Charter Might Be Kicked out of NY

The State Public Service Commission has revoked its approval of the Charter-Time Warner merger despite the merged company's arguments that it has exceeded benchmarks for extending wireless Internet access to unserved areas. In response to the decision by the commission, Charter noted that it had extended its reach to "more than 86,000 NY homes and businesses", which is objectively less than 145,000.

Concluding that Charter "was not interested in being a good corporate citizen" and that the Commission could no longer allow it to operate in NY, the PSC stated its actions address the failings and are meant "to ensure NY has a partner interested in the public good, not just lining its pockets".

NY has given Charter Communications 60 days to stop operating within the state's borders.

"Charter's non-compliance and brazenly disrespectful behavior toward NY state and its customers necessitates the actions taken (Friday) seeking court-ordered penalties for its failures, and revoking the Charter merger approval".

"In approving the transaction, the Commission stated that the merger must yield positive net benefits, after balancing the expected benefits properly attributable to the transaction offset by any risks or detriments that would remain after applying reasonable mitigation measures", the release said. "But the fact is that Spectrum has extended the reach of our advanced broadband network to more than 86,000 NY homes and businesses since our merger agreement".

Shares of Charter (chtr) initially fell more than 2% on the news, but quickly recovered.

With its decision, the PSC determined "Charter failed to deliver the benefits to New Yorkers that were at the core of the merger approval".

The Federal Communications Commission in May 2016 voted to approve Charter's acquisition of Time Warner Cable Inc. and Bright House Networks, so the PSC's Friday decision means Charter is no longer welcome to operate in NY.

The State considers roughly a quarter of those do not meet the standards set in the PSC's 2016 merger approval conditions. The PSC's statement rejects that argument as passing the blame - and ultimately rejected the "good cause" claims.

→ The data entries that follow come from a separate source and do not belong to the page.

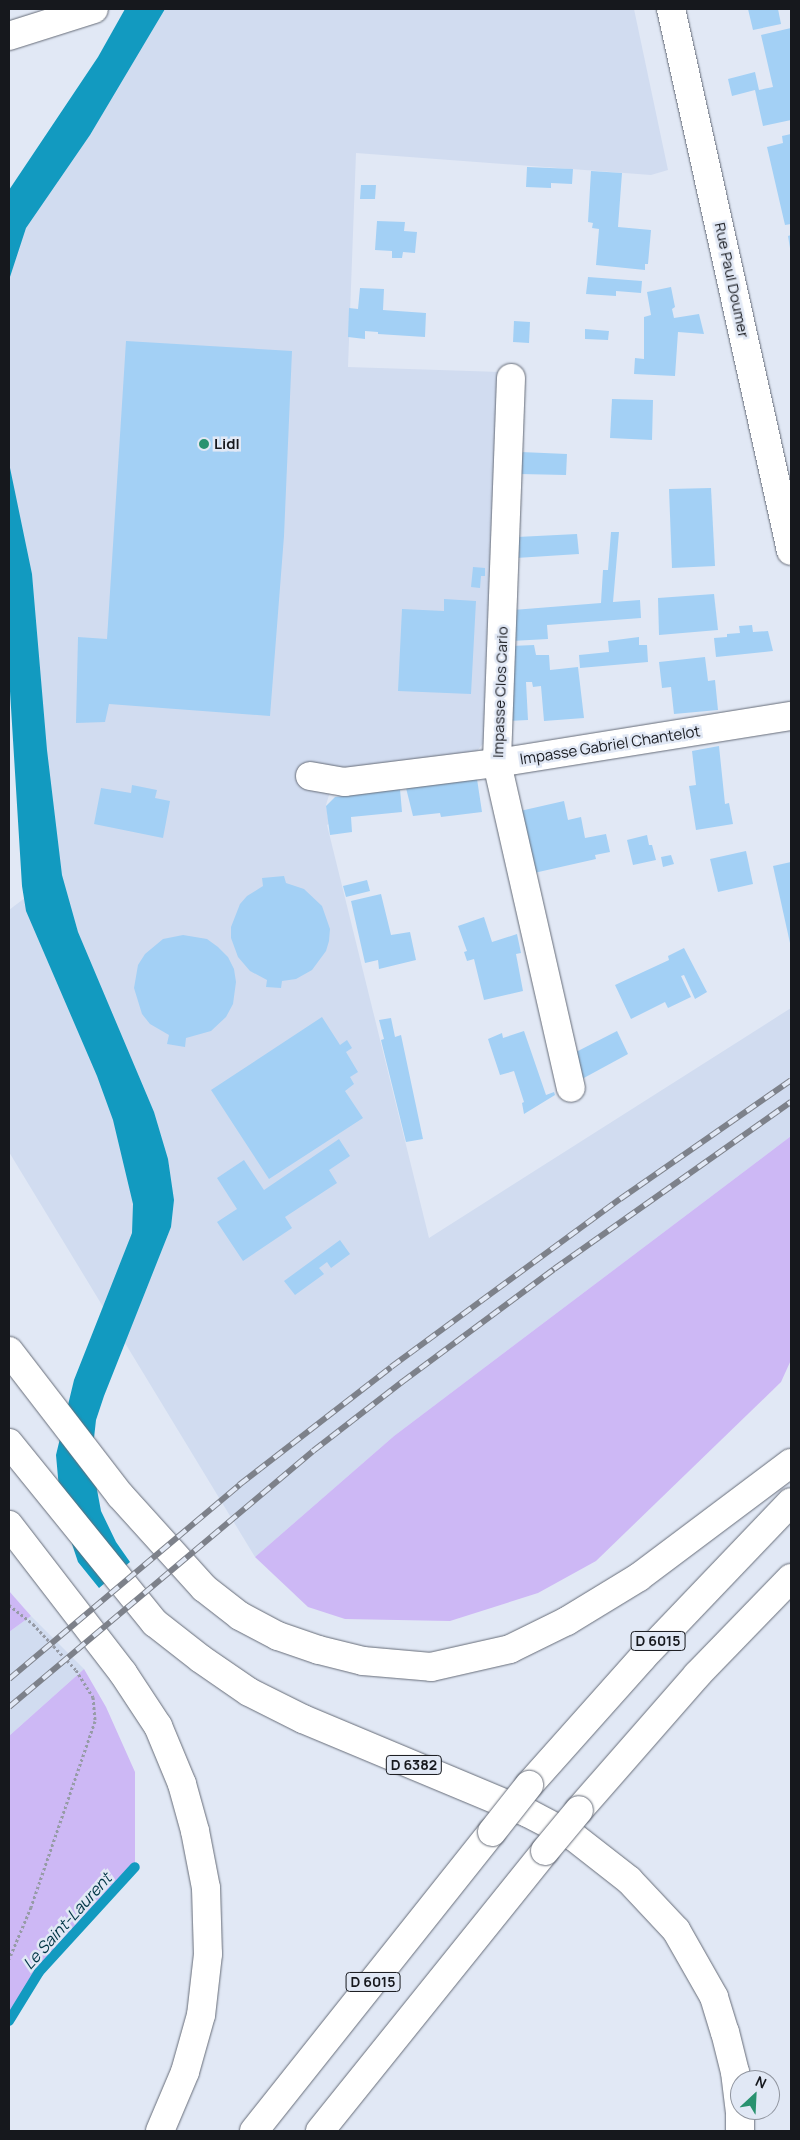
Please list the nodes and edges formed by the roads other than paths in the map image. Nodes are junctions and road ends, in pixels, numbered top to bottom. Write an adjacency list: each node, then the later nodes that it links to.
1 (94, 9): 3 (main road)
2 (671, 9): 5 (main road, Rue Paul Doumer)
3 (9, 36)
4 (511, 378): 7 (main road, Impasse Clos Cario)
5 (791, 552)
6 (791, 716): 7 (main road, Impasse Gabriel Chantelot)
7 (497, 763): 8 (main road, Impasse Gabriel Chantelot); 9 (main road, Impasse Clos Cario)
8 (310, 776)
9 (570, 1088)
10 (9, 1351): 12 (main road)
11 (9, 1443): 19 (main road, D 6382)
12 (791, 1463)
13 (791, 1502): 17 (main road, D 6015, bridge)
14 (9, 1526): 16 (main road)
15 (791, 1578): 18 (main road, bridge)
16 (160, 2131)
17 (254, 2131)
18 (320, 2131)
19 (740, 2131)

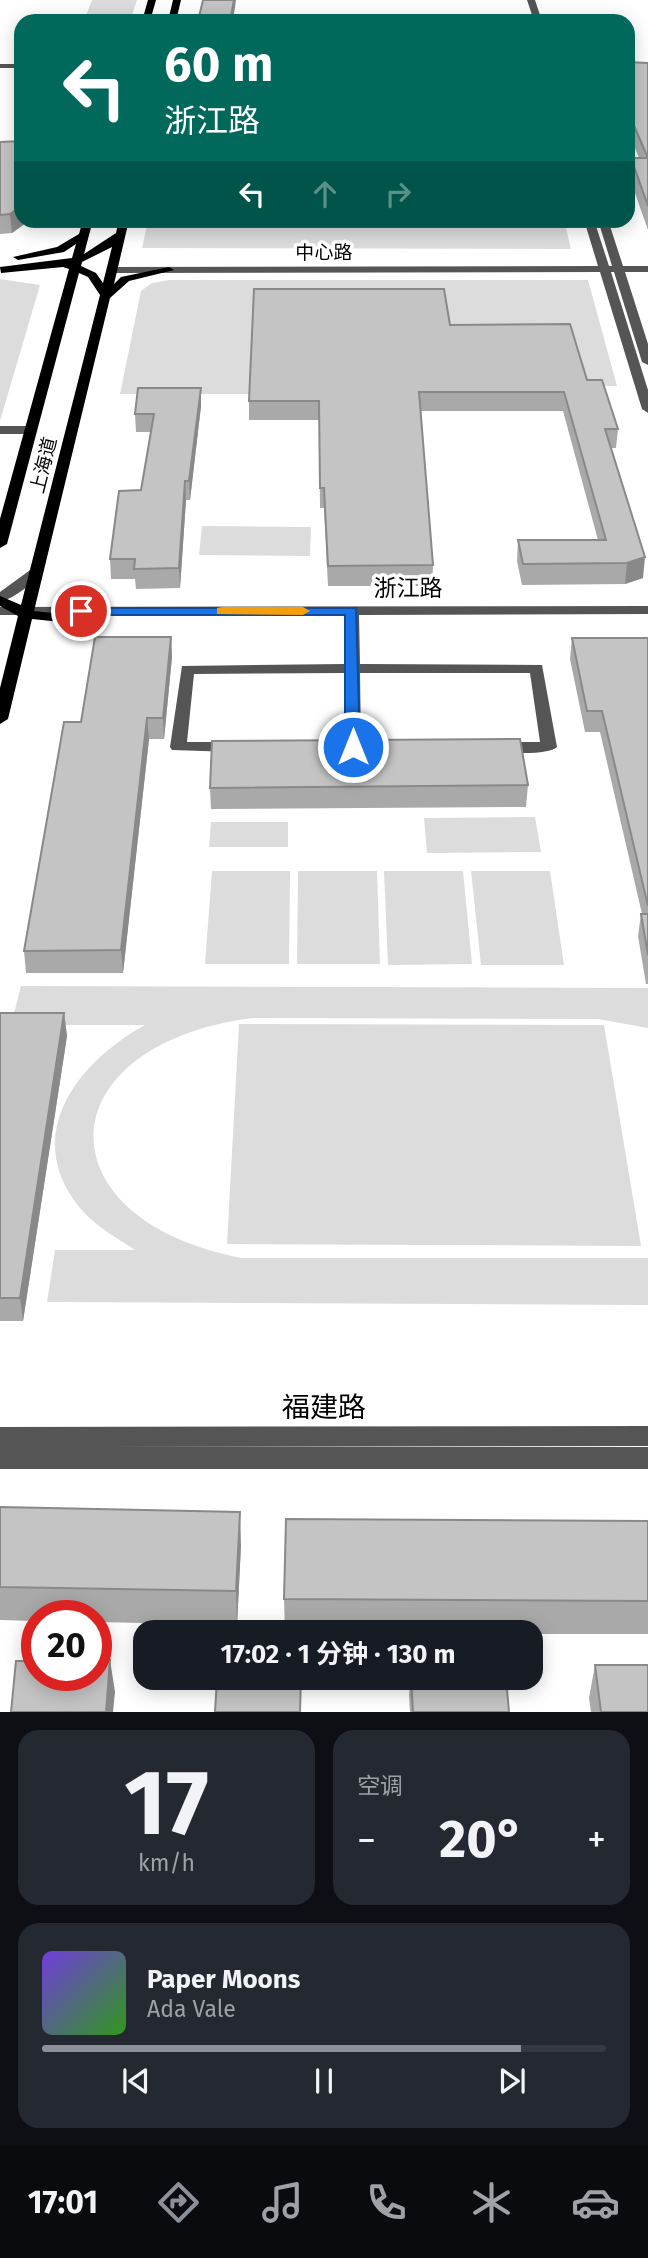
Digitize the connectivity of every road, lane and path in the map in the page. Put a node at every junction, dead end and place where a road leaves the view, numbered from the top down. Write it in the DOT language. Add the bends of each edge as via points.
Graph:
graph roads {
  1 [pos="86,228"];
  2 [pos="122,228"];
  3 [pos="591,228"];
  4 [pos="606,228"];
  5 [pos="121,234"];
  6 [pos="84,235"];
  7 [pos="2,258"];
  8 [pos="115,258"];
  9 [pos="648,259"];
  10 [pos="63,264"];
  11 [pos="79,264"];
  12 [pos="602,264"];
  13 [pos="617,264"];
  14 [pos="648,269"];
  15 [pos="0,270"];
  16 [pos="113,270"];
  17 [pos="169,270"];
  18 [pos="68,296"];
  19 [pos="106,296"];
  20 [pos="648,362"];
  21 [pos="648,409"];
  22 [pos="0,430"];
  23 [pos="31,430"];
  24 [pos="0,544"];
  25 [pos="37,569"];
  26 [pos="0,599"];
  27 [pos="648,610"];
  28 [pos="0,611"];
  29 [pos="24,614"];
  30 [pos="351,615"];
  31 [pos="0,619"];
  32 [pos="71,619"];
  33 [pos="648,619"];
  34 [pos="20,641"];
  35 [pos="352,671"];
  36 [pos="0,719"];
  37 [pos="245,747"];
  38 [pos="379,747"];
  39 [pos="484,747"];
  40 [pos="648,1436"];
  41 [pos="0,1437"];
  42 [pos="0,1458"];
  43 [pos="648,1458"];
  1 -- 6 [label="main road, 上海道"];
  2 -- 5 [label="main road, 上海道"];
  3 -- 12 [label="street"];
  4 -- 13 [label="street"];
  5 -- 8 [label="main road, 上海道"];
  5 -- 11 [label="main road"];
  6 -- 7 [label="main road" via="53,252"];
  6 -- 11 [label="main road, 上海道"];
  7 -- 10 [label="main road"];
  7 -- 11 [label="main road, 中心路"];
  8 -- 11 [label="main road, 中心路"];
  8 -- 12 [label="street, 中心路"];
  8 -- 16 [label="main road, 上海道"];
  9 -- 13 [label="street, 中心路"];
  10 -- 11 [label="main road"];
  10 -- 15 [label="main road"];
  11 -- 15 [label="main road, 中心路"];
  11 -- 16 [label="main road, 中心路"];
  11 -- 18 [label="main road, 上海道"];
  11 -- 19 [label="main road" via="98,281"];
  12 -- 13 [label="street, 中心路"];
  12 -- 17 [label="street, 中心路"];
  12 -- 21 [label="street"];
  13 -- 14 [label="street, 中心路"];
  13 -- 20 [label="street"];
  15 -- 18 [label="main road" via="58,278"];
  16 -- 17 [label="street, 中心路"];
  16 -- 19 [label="main road, 上海道"];
  17 -- 19 [label="main road" via="125,279"];
  18 -- 23 [label="main road, 上海道"];
  19 -- 25 [label="main road, 上海道"];
  22 -- 23 [label="street"];
  23 -- 24 [label="main road, 上海道"];
  25 -- 26 [label="street"];
  25 -- 29 [label="main road, 上海道"];
  26 -- 29 [label="main road"];
  27 -- 30 [label="street, 浙江路"];
  28 -- 29 [label="street, 浙江路"];
  29 -- 30 [label="street, 浙江路"];
  29 -- 31 [label="street, 浙江路"];
  29 -- 32 [label="street, 浙江路"];
  29 -- 34 [label="main road, 上海道"];
  30 -- 32 [label="street, 浙江路"];
  30 -- 33 [label="street, 浙江路"];
  30 -- 35 [label="street"];
  32 -- 34 [label="main road" via="35,626"];
  34 -- 36 [label="main road, 上海道"];
  35 -- 37 [label="street" via="187,669 178,747"];
  35 -- 38 [label="street" via="346,747"];
  35 -- 39 [label="street" via="537,668 549,747"];
  40 -- 41 [label="street, 福建路"];
  42 -- 43 [label="street"];
}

The commission ordered Charter to pay the state $1 million for missing the June milestone; that brings the total assessed by the PSC to $3 million.

In the short term, Spectrum must continue to operate uninterrupted for the next 60 days while the state finds an acceptable replacement service provider. "This led to the commission's general counsel referring a false advertising claim to the attorney general's office for enforcement". The company must also work with whatever service provider the state of NY selects to replace Spectrum of Charter Communications, which is even further punishment for the various wrongdoings Spectrum committed over the past few years.

Charter is the largest cable provider in the state.

Spectrum provides cable TV, internet and phone service to a wide swath of the Mid-Hudson Valley.

It remains to be seen if other states will follow New York's example in attempting to hold broadband providers accountable for their service to residents across the United States.